Arrêt CAA Bordeaux du 4 février 2025 : Quand l'accord franco-algérien prime sur l'absence de demande de titre
- Gabriel LASSORT
- 18 juin
- 5 min de lecture
Un ressortissant algérien peut-il contester une mesure d'éloignement même s'il n'a jamais demandé de certificat de résidence ? La Cour administrative d'appel de Bordeaux répond par l'affirmative dans un arrêt du 4 février 2025 qui rappelle l'importance de l'examen réel et sérieux des situations individuelles en droit des étrangers.
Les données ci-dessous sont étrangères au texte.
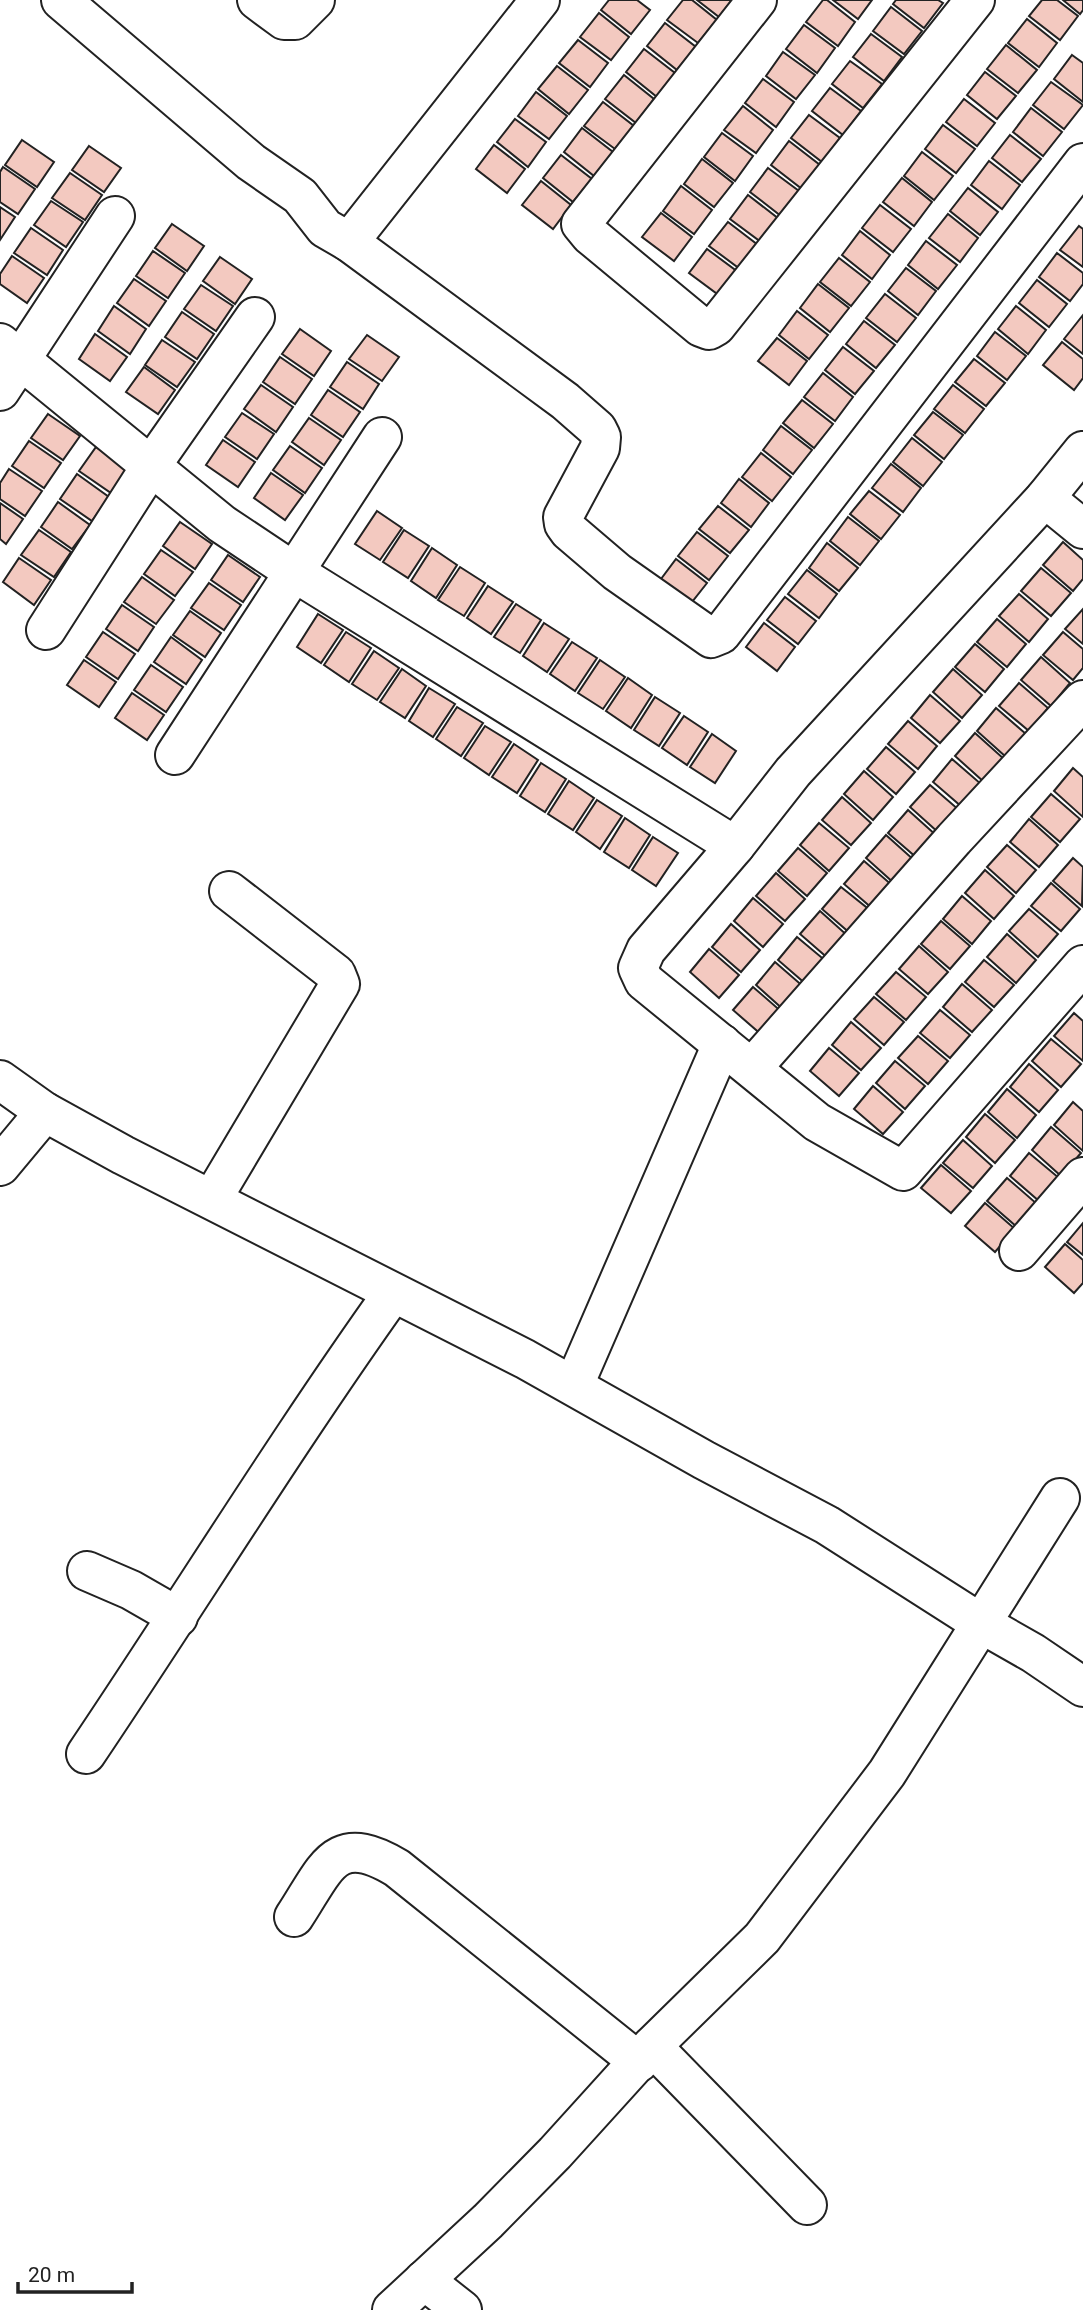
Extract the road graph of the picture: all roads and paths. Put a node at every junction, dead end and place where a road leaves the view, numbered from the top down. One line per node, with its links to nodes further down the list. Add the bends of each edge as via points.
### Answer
1 (61, 0): 9 (street, via 251,162 300,197 325,228)
2 (257, 0): 3 (street, via 284,20 295,20)
3 (315, 0)
4 (540, 0): 9 (street)
5 (757, 0): 6 (street, via 581,224 709,330)
6 (975, 0)
7 (1083, 163): 9 (street, via 722,634 711,638 617,572 564,524 563,517 600,448 597,429)
8 (115, 216): 11 (street)
9 (349, 242)
10 (255, 317): 14 (street)
11 (7, 365): 14 (street)
12 (382, 437): 17 (street)
13 (1083, 452): 15 (street)
14 (151, 466): 17 (street, via 222,524); 18 (street)
15 (1049, 493): 16 (street); 21 (street, via 793,772)
16 (1083, 529)
17 (294, 572): 20 (street); 21 (street)
18 (46, 630)
19 (1083, 700): 25 (street)
20 (175, 755)
21 (735, 846): 24 (street, via 646,950 638,968 644,981)
22 (229, 891): 30 (street, via 336,974 340,984)
23 (1083, 965): 25 (street, via 903,1171 817,1122)
24 (722, 1044): 25 (street); 33 (street)
25 (752, 1068)
26 (0, 1080): 27 (street)
27 (45, 1112): 28 (street); 30 (street)
28 (0, 1166)
29 (1083, 1177): 31 (street)
30 (212, 1199): 32 (street)
31 (1019, 1251)
32 (393, 1293): 33 (street); 36 (street)
33 (574, 1385): 37 (street, via 827,1525)
34 (1060, 1498): 37 (street)
35 (87, 1571): 36 (street)
36 (178, 1617): 39 (street)
37 (982, 1624): 38 (street); 41 (street, via 887,1773 762,1938)
38 (1083, 1687)
39 (86, 1754)
40 (294, 1917): 41 (street, via 331,1860 353,1852 376,1855)
41 (646, 2054): 42 (street); 43 (street, via 488,2221)
42 (807, 2205)
43 (424, 2280): 44 (street); 45 (street)
44 (392, 2310)
45 (462, 2310)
Les faits : une interpellation qui tourne mal
L'histoire de Monsieur M., ressortissant algérien de 41 ans, illustre parfaitement les difficultés que peuvent rencontrer les étrangers en situation irrégulière, même lorsqu'ils ont des droits méconnus.
Présent en France depuis 2012, Monsieur M. mène une vie discrète jusqu'au 24 septembre 2024. Ce jour-là, il est interpellé à Bergerac en possession d'une fausse carte d'identité italienne. Cette découverte déclenche une procédure judiciaire - il est placé en garde à vue dans le cadre d'une enquête de flagrance - mais aussi administrative.
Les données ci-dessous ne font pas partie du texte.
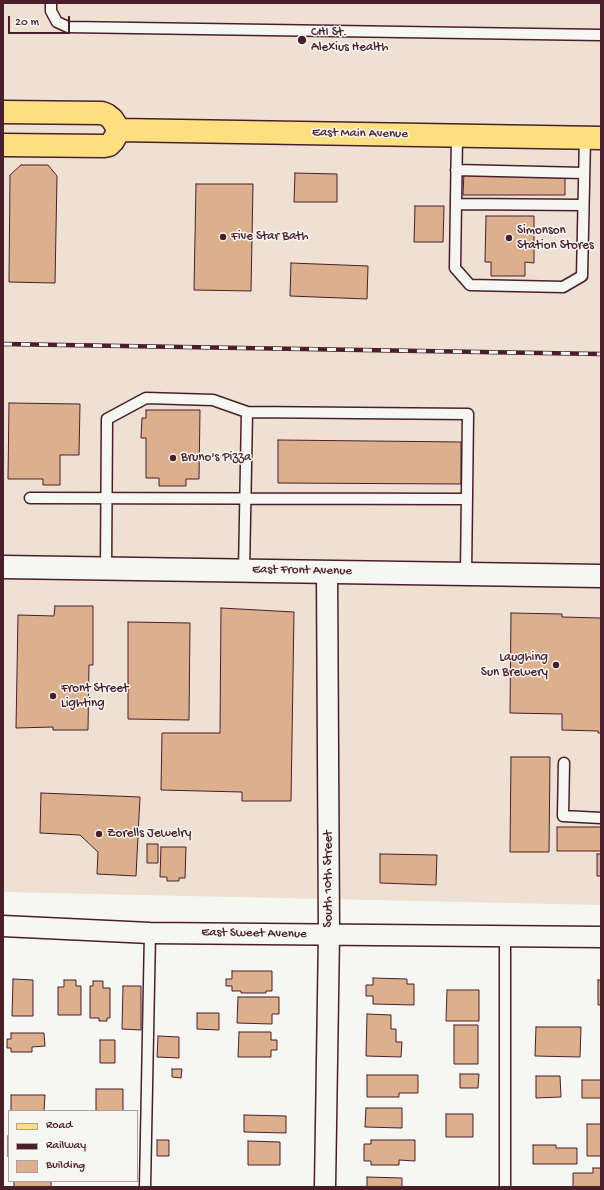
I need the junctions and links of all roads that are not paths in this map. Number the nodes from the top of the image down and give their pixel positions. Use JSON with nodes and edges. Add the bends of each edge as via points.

Dès le lendemain, le 25 septembre 2024, le préfet de la Dordogne prend un double arrêté : obligation de quitter le territoire français sans délai avec fixation du pays de destination, et interdiction de retour en France pour un an. Par un second arrêté du même jour, le préfet des Landes l'assigne à résidence.
Une première victoire devant le tribunal administratif
Heureusement pour Monsieur M., sa situation ne passe pas inaperçue. Le tribunal administratif de Pau examine sa situation et, le 14 octobre 2024, annule la mesure d'éloignement. Cette décision ne satisfait pas le préfet de la Dordogne, qui décide de faire appel devant la Cour administrative d'appel de Bordeaux.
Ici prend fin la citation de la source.